Environmentalism is Antithetical to Abundance
From the Death of Environmentalism to the Abundance Movement
By Ted Nordhaus
Every now and again, a series of events unfolds in such serendipitously perfect succession as to prove a point beyond any reasonable doubt. Yesterday, I gave a keynote at the first Abundance Conference in Washington, where I made the case that the climate movement is foundationally neo-Malthusian and, hence, the enemy of the Abundance movement. Shortly after I turned over the stage to Slow Boring’s Matt Yglesias and The Atlantic’s Derek Thompson to talk about the meaning of the Abundance Movement and its political future, the climate movement arrived to prove my point. Chanting “No Abundance with Climate Change,” “Yglesias Lies and the Planet Dies,” and “No False Solutions,” activists from Climate Defiance stormed the stage, shouted down the speakers, faked being “tackled” by a hotel employee, and brought the conversation to a halt for about 20 minutes. So perfectly timed was this demonstration of the methods and ideological commitments of the climate movement that many people in the audience initially thought that it was a prank that I had set up myself.

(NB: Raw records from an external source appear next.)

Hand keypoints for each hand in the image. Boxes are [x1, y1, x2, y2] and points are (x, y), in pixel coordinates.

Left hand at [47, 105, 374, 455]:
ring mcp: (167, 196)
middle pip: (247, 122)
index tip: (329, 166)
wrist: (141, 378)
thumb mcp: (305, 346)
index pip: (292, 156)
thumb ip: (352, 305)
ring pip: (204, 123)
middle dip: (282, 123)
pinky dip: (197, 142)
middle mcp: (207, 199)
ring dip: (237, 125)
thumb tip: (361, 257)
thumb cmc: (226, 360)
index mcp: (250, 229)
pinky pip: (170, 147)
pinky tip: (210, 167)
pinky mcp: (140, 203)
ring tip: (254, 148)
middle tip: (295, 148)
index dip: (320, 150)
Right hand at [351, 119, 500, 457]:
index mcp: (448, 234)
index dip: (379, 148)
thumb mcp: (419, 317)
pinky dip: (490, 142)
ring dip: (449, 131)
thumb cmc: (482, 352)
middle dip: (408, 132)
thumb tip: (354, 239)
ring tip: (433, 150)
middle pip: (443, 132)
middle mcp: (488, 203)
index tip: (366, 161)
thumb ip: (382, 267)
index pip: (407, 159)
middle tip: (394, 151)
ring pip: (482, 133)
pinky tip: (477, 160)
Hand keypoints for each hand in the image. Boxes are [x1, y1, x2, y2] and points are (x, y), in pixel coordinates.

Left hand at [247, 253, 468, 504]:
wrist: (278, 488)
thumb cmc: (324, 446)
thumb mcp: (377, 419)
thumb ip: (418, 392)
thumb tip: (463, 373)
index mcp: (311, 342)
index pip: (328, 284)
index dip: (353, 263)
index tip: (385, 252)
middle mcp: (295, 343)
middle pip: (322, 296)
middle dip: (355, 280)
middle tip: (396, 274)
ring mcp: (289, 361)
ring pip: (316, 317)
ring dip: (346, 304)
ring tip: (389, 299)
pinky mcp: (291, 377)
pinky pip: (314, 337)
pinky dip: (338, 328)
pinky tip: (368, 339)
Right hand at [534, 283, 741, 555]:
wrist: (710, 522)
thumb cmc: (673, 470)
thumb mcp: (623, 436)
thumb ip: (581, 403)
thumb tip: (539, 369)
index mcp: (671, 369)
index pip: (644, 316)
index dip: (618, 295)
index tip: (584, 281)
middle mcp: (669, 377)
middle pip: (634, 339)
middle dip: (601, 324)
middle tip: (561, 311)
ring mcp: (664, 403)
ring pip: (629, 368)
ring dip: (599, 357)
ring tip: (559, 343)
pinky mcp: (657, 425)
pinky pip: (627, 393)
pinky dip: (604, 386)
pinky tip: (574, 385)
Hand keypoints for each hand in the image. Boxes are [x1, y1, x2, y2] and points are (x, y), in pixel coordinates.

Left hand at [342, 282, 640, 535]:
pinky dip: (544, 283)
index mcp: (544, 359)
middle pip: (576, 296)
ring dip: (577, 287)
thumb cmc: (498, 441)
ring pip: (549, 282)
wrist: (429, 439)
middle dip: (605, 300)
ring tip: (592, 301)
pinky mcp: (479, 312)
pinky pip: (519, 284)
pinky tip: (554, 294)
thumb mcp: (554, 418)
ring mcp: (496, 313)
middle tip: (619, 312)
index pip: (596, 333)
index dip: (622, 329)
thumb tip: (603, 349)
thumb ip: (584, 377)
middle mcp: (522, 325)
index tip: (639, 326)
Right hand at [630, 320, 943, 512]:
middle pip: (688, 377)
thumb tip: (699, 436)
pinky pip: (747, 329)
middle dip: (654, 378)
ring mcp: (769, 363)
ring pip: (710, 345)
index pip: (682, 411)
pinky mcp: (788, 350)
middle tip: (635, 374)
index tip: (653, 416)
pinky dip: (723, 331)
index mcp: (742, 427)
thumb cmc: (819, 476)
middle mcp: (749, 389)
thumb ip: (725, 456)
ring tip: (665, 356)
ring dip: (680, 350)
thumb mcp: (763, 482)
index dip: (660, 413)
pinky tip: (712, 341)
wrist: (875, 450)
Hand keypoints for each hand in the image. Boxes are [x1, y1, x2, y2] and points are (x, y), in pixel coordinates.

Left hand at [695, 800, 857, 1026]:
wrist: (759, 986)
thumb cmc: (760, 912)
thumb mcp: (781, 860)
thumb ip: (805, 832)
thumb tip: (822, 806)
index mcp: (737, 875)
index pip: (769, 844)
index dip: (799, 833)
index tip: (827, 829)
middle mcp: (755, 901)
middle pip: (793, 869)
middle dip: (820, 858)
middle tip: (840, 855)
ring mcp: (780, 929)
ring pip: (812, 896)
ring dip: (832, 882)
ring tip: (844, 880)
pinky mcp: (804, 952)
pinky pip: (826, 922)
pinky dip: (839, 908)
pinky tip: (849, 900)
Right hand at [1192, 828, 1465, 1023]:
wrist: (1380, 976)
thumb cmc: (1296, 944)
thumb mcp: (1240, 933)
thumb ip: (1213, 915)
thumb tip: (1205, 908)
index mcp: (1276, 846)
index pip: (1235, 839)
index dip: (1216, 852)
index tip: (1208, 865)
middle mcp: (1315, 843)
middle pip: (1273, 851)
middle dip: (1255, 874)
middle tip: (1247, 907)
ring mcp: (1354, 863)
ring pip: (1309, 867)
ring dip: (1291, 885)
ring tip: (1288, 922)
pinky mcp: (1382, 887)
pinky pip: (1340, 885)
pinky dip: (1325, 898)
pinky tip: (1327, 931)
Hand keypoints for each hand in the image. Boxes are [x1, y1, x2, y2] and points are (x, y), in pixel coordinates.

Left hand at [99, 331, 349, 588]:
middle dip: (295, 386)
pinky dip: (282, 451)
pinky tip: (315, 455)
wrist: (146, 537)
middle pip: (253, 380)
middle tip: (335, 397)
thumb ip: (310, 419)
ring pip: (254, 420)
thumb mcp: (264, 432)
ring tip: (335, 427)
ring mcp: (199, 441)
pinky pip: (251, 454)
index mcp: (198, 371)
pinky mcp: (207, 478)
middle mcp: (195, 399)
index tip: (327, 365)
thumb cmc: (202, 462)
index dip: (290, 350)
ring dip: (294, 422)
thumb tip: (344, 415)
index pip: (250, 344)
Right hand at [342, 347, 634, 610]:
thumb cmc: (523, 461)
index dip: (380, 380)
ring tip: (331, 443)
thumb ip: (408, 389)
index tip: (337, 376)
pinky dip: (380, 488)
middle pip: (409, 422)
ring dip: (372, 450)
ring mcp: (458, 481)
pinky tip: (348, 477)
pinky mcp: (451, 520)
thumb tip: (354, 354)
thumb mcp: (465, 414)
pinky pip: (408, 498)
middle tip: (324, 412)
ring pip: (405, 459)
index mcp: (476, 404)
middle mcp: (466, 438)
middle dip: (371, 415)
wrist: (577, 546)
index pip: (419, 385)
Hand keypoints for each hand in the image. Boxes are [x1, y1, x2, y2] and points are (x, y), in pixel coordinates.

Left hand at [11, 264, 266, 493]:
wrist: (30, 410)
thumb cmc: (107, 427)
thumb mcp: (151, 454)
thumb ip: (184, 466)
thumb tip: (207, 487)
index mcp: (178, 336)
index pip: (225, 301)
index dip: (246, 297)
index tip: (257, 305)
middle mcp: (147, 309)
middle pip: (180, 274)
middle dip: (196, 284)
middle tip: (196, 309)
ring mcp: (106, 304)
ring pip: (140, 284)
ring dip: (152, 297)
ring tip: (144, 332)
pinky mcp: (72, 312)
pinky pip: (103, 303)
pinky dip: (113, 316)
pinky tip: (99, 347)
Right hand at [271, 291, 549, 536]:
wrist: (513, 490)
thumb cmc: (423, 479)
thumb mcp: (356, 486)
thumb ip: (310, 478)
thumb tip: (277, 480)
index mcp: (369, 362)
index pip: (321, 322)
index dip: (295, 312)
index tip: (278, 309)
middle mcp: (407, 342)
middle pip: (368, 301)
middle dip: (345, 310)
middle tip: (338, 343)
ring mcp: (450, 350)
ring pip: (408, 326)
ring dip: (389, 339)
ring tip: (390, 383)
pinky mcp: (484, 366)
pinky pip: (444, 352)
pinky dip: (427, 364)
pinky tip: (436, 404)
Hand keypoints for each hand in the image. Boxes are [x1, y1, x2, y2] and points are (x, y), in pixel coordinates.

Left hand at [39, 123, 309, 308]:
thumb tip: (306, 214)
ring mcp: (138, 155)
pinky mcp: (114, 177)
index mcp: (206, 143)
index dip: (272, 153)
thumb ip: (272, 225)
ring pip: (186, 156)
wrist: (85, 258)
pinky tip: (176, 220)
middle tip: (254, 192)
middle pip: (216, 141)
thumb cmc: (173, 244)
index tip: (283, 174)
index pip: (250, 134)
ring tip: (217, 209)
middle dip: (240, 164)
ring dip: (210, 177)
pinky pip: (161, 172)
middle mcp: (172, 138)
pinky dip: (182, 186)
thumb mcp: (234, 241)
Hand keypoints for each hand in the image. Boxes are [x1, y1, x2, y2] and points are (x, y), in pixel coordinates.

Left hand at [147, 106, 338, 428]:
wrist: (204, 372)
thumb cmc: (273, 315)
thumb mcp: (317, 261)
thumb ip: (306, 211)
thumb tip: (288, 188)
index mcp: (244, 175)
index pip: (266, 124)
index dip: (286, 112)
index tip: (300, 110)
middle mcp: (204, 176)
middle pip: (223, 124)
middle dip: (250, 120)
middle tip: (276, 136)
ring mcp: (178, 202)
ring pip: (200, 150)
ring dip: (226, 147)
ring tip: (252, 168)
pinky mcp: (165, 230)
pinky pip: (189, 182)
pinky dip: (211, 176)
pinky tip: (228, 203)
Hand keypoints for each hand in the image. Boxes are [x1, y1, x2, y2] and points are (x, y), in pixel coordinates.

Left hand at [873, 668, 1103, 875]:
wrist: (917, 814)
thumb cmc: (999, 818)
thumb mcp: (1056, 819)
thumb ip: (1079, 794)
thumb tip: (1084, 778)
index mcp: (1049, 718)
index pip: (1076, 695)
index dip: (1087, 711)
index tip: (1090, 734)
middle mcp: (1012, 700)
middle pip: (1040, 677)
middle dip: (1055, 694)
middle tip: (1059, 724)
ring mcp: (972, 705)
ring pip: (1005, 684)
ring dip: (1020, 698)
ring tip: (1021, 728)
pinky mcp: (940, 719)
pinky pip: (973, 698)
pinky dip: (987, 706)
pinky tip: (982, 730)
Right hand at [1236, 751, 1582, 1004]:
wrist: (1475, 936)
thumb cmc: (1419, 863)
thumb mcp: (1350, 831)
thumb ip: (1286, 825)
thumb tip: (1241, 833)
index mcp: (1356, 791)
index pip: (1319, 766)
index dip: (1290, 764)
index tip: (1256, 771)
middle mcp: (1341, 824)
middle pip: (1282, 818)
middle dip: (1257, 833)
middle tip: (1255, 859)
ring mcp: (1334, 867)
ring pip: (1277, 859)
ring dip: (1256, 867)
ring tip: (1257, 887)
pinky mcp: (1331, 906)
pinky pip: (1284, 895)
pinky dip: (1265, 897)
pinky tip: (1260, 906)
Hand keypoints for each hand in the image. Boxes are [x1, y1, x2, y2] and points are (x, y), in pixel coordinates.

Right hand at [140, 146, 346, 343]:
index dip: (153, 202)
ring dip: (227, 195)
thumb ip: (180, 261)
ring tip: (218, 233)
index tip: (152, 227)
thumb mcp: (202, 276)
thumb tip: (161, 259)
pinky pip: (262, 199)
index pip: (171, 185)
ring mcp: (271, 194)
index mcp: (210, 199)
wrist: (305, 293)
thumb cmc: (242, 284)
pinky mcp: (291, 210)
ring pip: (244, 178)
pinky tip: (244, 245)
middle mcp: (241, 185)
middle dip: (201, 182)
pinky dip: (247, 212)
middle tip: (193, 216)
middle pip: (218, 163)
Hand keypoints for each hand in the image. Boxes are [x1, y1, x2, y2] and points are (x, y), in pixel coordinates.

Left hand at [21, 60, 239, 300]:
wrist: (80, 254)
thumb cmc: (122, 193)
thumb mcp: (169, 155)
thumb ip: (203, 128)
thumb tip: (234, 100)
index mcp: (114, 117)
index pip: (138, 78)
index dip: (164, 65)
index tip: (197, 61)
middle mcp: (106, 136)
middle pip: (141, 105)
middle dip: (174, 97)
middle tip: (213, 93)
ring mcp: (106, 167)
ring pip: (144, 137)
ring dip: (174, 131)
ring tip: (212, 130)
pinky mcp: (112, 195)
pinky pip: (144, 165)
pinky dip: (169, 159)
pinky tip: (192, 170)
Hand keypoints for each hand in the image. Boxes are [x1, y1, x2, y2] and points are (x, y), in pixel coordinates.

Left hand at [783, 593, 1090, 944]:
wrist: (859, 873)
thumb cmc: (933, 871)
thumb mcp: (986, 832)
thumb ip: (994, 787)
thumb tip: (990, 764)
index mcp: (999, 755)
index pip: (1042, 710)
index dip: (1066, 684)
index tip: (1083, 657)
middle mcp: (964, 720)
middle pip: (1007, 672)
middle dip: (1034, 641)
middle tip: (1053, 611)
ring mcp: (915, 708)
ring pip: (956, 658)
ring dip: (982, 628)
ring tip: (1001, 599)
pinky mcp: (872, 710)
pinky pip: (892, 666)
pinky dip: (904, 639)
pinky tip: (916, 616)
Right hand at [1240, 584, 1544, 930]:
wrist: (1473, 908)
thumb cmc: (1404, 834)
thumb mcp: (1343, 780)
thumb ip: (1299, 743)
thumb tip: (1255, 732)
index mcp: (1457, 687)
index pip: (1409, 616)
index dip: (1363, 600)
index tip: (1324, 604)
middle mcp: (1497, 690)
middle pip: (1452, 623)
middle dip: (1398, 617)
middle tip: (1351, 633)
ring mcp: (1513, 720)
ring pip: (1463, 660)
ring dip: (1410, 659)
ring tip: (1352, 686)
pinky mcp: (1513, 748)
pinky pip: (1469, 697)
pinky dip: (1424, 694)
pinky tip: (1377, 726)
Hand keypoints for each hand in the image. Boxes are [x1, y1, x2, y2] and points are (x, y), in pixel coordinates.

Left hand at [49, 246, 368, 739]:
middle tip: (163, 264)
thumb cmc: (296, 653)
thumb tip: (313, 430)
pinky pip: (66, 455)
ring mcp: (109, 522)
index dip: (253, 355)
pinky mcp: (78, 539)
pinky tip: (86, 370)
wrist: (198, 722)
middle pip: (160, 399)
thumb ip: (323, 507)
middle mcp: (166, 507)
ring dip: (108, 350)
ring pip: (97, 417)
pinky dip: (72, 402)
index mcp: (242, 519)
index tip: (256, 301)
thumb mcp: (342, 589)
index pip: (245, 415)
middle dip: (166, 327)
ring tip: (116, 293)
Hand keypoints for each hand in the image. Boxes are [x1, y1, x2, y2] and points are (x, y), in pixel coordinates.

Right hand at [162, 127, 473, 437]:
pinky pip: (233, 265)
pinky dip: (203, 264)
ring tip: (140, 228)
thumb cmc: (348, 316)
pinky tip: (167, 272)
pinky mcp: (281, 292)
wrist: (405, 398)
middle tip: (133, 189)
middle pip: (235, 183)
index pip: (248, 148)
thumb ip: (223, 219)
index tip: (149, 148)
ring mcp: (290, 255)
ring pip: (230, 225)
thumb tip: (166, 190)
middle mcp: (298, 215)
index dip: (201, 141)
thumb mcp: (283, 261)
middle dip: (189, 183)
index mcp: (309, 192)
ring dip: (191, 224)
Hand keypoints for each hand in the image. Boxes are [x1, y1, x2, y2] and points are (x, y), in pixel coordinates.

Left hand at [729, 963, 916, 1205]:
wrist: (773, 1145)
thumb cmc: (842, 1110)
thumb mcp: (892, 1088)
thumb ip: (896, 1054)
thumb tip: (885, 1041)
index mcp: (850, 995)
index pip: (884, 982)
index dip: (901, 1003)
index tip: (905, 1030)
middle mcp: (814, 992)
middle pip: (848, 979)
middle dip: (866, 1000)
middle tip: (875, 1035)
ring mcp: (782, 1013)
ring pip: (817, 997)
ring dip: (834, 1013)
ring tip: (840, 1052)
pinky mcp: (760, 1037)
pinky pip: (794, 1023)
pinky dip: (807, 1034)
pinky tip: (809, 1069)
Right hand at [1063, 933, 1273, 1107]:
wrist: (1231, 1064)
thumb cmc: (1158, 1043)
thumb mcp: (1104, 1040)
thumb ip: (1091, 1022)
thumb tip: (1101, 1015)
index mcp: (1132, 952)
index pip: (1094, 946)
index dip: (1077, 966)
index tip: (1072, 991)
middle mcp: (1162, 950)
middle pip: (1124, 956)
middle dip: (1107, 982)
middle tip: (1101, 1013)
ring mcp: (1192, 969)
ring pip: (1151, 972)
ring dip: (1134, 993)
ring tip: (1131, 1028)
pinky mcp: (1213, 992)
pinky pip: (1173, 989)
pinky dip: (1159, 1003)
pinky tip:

Lest anyone object that the group is not representative of the climate movement, it is important to note that Climate Defiance has been endorsed by Bill McKibben, Michael Mann, and Congressman Ro Khanna among many others and is funded by scions of the Getty, Disney, and Kennedy families and the Climate Emergency Fund, whose advisory board includes McKibben and New York Times columnist David Wallace-Wells.
As I have noted elsewhere, the climate movement increasingly aims not simply to advocate for its own demands for radical climate action but to silence more moderate, pragmatic, and nuanced viewpoints. It is hostile toward pluralism and the give and take of politics and negotiation that democratic governance requires and has become a far more influential source of science disinformation than opponents of climate action in recent years. As I will discuss in a forthcoming post, sooner or later, its tactics are likely to escalate to political violence.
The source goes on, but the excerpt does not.